Séchoir Garona
Le lieu

D'une sécherie de pruneaux à une salle du soir

Dix-huit mois de travaux, un four conservé, une colonne de crue laissée intacte et quatre personnes qui tiennent la maison de bout en bout.

Le bâtiment

Ce que nous avons décidé de garder

Le four de brique ne sert plus, mais il tient le fond de la salle et personne n'a jamais proposé sérieusement de l'abattre.

Les claies de séchage, empilées, séparent la salle à manger de l'espace cartes : elles filtrent le bruit et laissent passer la lumière.

Sur la colonne du fond, des traits au crayon et des dates marquent les hauteurs d'eau atteintes par le fleuve. Nous n'y avons pas touché.

La devanture de la sécherie, boulevard de la République

Quatre personnes

Toute l'équipe, cuisine comprise.

Quarante-cinq couverts

Un service unique, pour laisser respirer les tables.

Un four

Hors d'usage, conservé, devenu le fond du bar.

Nos partis pris

Quatre choix que nous assumons

Pourquoi refuser toute forme d'argent aux tapis ?
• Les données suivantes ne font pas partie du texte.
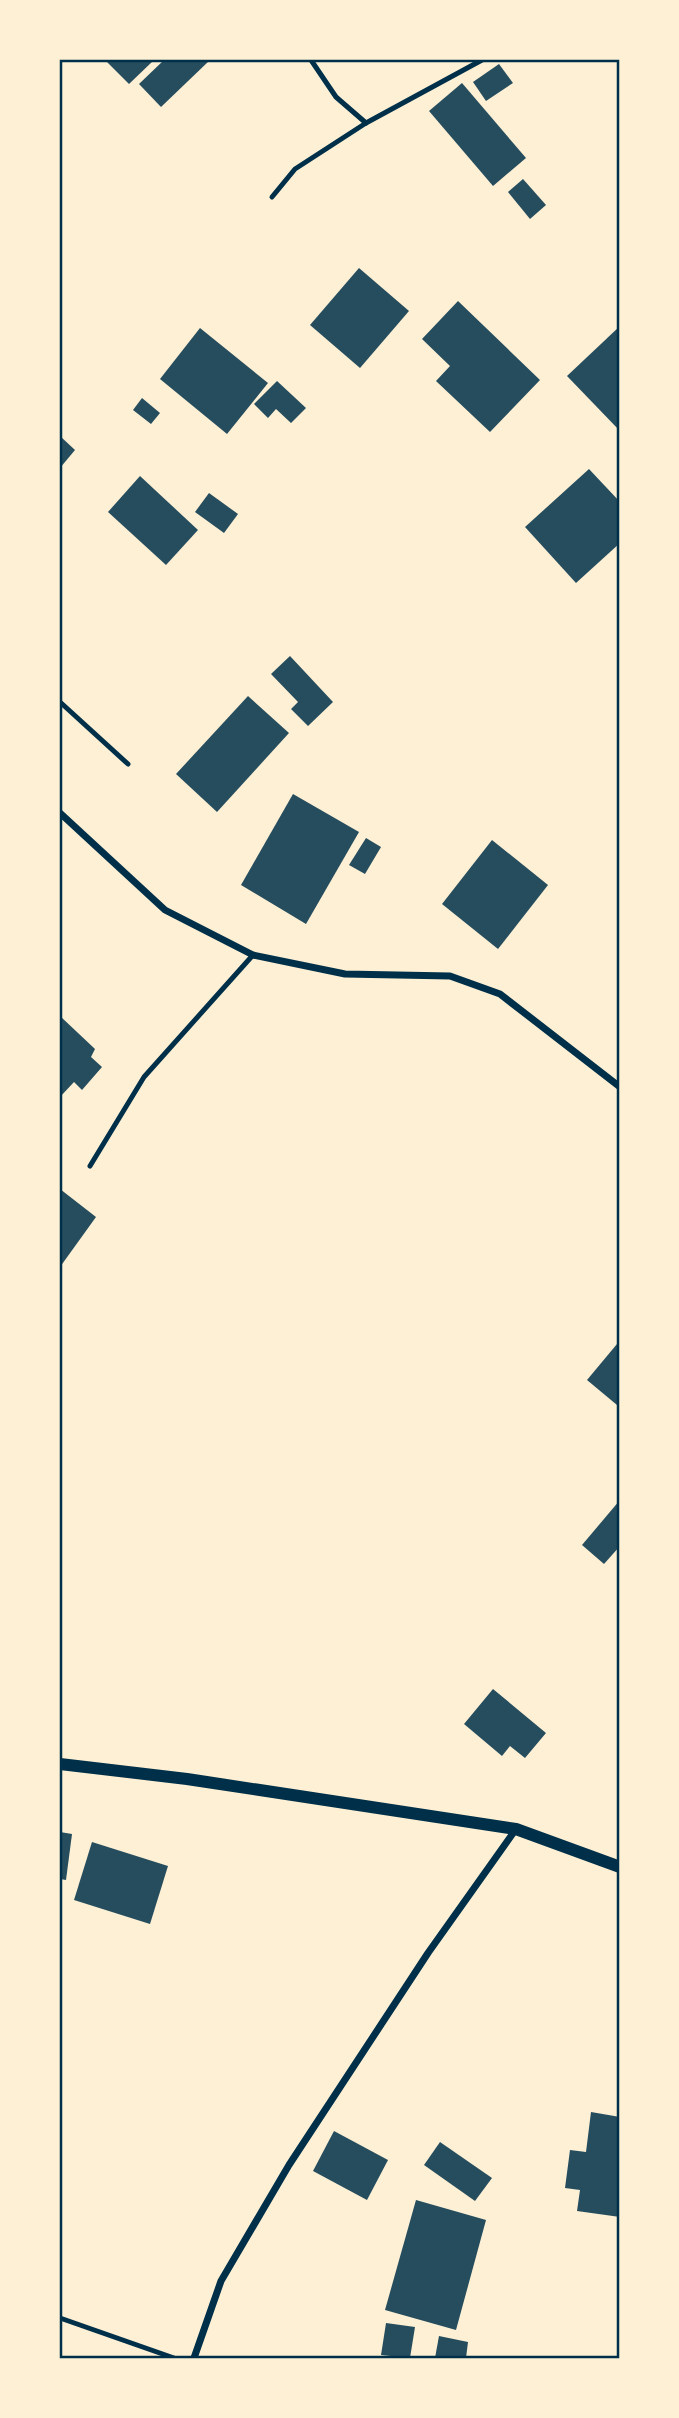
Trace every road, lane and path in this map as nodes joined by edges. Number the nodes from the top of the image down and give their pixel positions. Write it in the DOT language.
graph roads {
  1 [pos="311,60"];
  2 [pos="482,60"];
  3 [pos="366,122"];
  4 [pos="272,197"];
  5 [pos="60,702"];
  6 [pos="128,764"];
  7 [pos="60,813"];
  8 [pos="253,955"];
  9 [pos="620,1087"];
  10 [pos="90,1166"];
  11 [pos="60,1764"];
  12 [pos="516,1829"];
  13 [pos="620,1867"];
  14 [pos="60,2318"];
  15 [pos="174,2358"];
  16 [pos="194,2358"];
  1 -- 3 [label="lane"];
  2 -- 3 [label="lane"];
  3 -- 4 [label="lane"];
  5 -- 6 [label="lane"];
  7 -- 8 [label="street"];
  8 -- 9 [label="street"];
  8 -- 10 [label="lane"];
  11 -- 12 [label="street"];
  12 -- 13 [label="street"];
  12 -- 16 [label="street"];
  14 -- 15 [label="lane"];
}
Parce qu'une soirée qui se chiffre n'est plus une soirée. Rien à miser, rien à toucher, et pas la moindre ardoise entre joueurs.
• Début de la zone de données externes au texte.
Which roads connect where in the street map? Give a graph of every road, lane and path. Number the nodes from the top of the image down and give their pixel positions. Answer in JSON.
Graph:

Pourquoi une carte aussi courte ?

Parce qu'elle suit le marché couvert : ce qui n'a pas été livré ne peut pas être servi.

Pourquoi interdire la maison aux mineurs ?

Parce qu'on y sert de l'alcool tard et qu'on y joue aux cartes : la salle entière est un lieu pour adultes.

Pourquoi appeler un taxi sans qu'on le demande ?

Parce que le fleuve est à cent mètres et la route départementale juste derrière. Cela nous a paru suffisant comme raison.